I am trained as a social scientist, and I can tell you for certain that “white privilege,” is not a scientific concept; it is completely unavailable to empirical testing. Rather, “white privilege” evokes a reality, a reality that is an assemblage of religion, history, politics, geography, and economics. In this way it is less a concept than a story, or a scene that has been produced and that we’ve been compelled, even educated to see: a scene where the white person is located somewhere special, doing something special, owning something more, and the POC is located elsewhere, barred from doing things, owning less, deserving more. All I’m doing in that essay is complicating the scene. Ideology exploits the scene, art complicates it. The fact that the essay was mainly condemned by fellow “artists” goes a long way in telling how infantile and anti-art the art world has become, another reason for founding The Artifa[ctuals].

Atamian: Voltaire once wrote — and here I may be slightly paraphrasing a famous quote: “I may disapprove of what you say, but I will defend to the death your right to say it.” Shouldn’t that be the spirit that reigns in America — or any democracy? I think that by challenging people on contemporary commonplaces you are doing American society a good turn. So Aris, thank you for your service.
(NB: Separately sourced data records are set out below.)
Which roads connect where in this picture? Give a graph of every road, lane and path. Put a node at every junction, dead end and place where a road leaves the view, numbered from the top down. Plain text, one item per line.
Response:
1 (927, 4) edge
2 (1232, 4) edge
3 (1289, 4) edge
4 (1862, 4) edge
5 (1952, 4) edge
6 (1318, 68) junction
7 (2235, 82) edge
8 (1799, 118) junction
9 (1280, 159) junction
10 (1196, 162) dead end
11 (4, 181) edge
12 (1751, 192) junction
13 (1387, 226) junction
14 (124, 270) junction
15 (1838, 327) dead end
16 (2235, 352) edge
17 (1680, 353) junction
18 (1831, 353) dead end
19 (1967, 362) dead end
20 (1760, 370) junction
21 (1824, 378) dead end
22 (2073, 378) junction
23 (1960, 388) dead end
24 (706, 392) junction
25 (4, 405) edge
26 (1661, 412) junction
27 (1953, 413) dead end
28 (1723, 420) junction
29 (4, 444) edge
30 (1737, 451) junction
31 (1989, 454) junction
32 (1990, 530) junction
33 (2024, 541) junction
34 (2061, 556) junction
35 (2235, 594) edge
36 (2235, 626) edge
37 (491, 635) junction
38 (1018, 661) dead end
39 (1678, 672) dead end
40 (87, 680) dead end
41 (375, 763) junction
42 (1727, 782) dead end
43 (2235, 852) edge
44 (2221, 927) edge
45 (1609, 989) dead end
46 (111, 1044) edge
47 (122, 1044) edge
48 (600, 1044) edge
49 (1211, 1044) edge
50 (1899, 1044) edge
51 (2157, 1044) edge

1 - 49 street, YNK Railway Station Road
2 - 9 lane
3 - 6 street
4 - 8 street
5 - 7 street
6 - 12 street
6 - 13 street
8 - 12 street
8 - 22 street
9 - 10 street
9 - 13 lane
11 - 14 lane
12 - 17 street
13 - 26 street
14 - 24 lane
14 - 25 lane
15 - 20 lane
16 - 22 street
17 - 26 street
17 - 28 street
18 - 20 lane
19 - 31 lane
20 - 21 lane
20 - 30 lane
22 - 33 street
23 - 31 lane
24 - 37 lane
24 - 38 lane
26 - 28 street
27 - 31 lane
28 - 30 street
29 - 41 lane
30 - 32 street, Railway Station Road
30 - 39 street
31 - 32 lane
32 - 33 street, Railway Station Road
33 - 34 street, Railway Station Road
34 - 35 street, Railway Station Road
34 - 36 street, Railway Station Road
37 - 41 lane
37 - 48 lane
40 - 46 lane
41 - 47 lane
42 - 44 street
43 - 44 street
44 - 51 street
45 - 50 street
Janigian: Thank you, and I might add one other thing. Armenians are in a special position to see life from multiple points of view. That is the aim of The Artifa[ctuals] and what art’s ultimate aim should be. Armenians are an in-between people, neither white nor colored, neither Catholic nor Protestant, neither European nor Middle Eastern; we hold on to our culture and yet are assimilated wherever we land; we have a deep cultural memory yet possess an intense drive to transcend the past. As we’ve weaved our way forward we’ve added our own extraordinary patterns onto the fabric of history. This is a long way of saying: it’s no accident that The Artifa[ctuals] has two Armenian founding members and that it’s located in William Saroyan’s home town of Fresno, in between San Francisco and Los Angeles.